W3C home > Mailing lists > Public > public-iri@w3.org > March 2005

Re: Possible erratum

From: by way of Martin Duerst <chris@w3.org>
Date: Sun, 06 Mar 2005 07:24:57 +0900
Message-Id: <6.0.0.20.2.20050306072451.089a9c90@localhost>
To: public-iri@w3.org




On Saturday, March 5, 2005, 12:13:40 PM, Martin wrote:

MD> Hello Chris,

MD> Many thanks for your report. I have listed this issue as
MD> http://www.w3.org/International/iri-edit#theseCharacters-102.

MD> At 04:20 05/03/05, Chris Lilley wrote:

  >>Hello public-iri,
  >>
  >>In section 3.1 of RFC 3987, it says
  >>
  >> > Systems accepting IRIs MAY also deal with the printable characters in
  >> > US-ASCII that are not allowed in URIs, namely "<", ">", '"', space,
  >> > "{", "}", "|", "\", "^", and "`", in step 2 above.

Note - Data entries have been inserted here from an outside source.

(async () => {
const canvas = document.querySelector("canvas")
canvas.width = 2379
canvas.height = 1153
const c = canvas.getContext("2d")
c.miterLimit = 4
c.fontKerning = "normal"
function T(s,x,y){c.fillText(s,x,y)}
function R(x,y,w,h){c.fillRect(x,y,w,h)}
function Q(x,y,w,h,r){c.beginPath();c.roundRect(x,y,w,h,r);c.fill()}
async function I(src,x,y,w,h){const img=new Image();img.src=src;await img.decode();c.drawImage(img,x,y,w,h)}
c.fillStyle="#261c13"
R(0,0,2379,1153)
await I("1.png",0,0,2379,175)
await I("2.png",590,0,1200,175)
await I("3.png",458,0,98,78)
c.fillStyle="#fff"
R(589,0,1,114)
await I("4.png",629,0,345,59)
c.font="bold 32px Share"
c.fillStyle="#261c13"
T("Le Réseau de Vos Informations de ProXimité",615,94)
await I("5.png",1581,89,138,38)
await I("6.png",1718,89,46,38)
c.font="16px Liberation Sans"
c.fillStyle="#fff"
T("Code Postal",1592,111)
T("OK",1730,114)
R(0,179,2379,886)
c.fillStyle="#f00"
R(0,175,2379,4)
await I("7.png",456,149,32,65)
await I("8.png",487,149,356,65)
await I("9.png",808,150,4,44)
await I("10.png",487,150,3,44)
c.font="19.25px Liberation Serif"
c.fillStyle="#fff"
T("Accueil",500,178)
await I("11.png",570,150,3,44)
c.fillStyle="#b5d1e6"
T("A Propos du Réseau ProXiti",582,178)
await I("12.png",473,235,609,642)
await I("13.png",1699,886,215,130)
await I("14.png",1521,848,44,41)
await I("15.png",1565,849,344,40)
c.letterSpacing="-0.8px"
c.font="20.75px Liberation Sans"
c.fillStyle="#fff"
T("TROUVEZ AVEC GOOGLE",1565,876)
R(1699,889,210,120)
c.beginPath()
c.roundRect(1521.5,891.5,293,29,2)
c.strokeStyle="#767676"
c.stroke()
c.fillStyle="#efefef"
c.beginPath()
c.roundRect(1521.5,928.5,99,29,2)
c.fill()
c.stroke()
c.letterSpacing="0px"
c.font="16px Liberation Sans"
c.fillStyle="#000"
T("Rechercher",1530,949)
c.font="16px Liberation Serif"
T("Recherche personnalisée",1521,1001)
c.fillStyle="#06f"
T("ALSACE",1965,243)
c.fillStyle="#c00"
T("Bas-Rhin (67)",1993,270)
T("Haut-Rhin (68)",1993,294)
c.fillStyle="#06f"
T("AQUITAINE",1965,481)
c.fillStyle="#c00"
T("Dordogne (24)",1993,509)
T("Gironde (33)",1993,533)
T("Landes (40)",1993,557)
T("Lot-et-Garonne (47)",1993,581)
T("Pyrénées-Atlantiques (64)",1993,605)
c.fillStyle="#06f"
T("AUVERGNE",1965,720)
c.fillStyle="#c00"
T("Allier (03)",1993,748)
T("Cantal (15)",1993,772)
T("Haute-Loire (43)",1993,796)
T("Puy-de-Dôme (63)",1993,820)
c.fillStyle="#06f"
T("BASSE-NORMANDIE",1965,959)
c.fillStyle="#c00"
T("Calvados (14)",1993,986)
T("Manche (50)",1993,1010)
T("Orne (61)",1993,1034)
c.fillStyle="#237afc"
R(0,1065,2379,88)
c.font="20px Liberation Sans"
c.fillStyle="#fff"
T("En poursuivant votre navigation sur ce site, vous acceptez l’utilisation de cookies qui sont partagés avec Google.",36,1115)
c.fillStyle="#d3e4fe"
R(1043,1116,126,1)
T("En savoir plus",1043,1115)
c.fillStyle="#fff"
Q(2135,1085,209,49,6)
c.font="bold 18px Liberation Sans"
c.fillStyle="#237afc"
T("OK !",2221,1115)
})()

If these characters
  >> > are found but are not converted, then the conversion SHOULD fail.
  >> > Please note that the number sign ("#"), the percent sign ("%"), and
  >> > the square bracket characters ("[", "]") are not part of the above
  >> > list and MUST NOT be converted. Protocols and formats that have used
  >> > earlier definitions of IRIs including these characters
  >>
  >>In the third sentence, 'these characters' is ambiguous. i read it as
  >>referring to the most recently mentioned list - # % [ ] - but in fact (I
  >>confirmed with Martin) it refers to the first list.

MD> It is very clear, at least to me, that the only thing that makes sense
MD> is indeed that this refers to the first list. There are no protocols
MD> or formats that have used "#", "%", "[", and "]". And escaping any of
MD> them would wreck havoc on the IRI/URI itself.

MD> But of course, the current text is at least misleading.

I agree that, when the text is fully understood, only one interpretation
makes sense. When the text is read i the process of gaining
understanding, the ambiguity delays comprehension.


  >>Please reword to make this unambiguous.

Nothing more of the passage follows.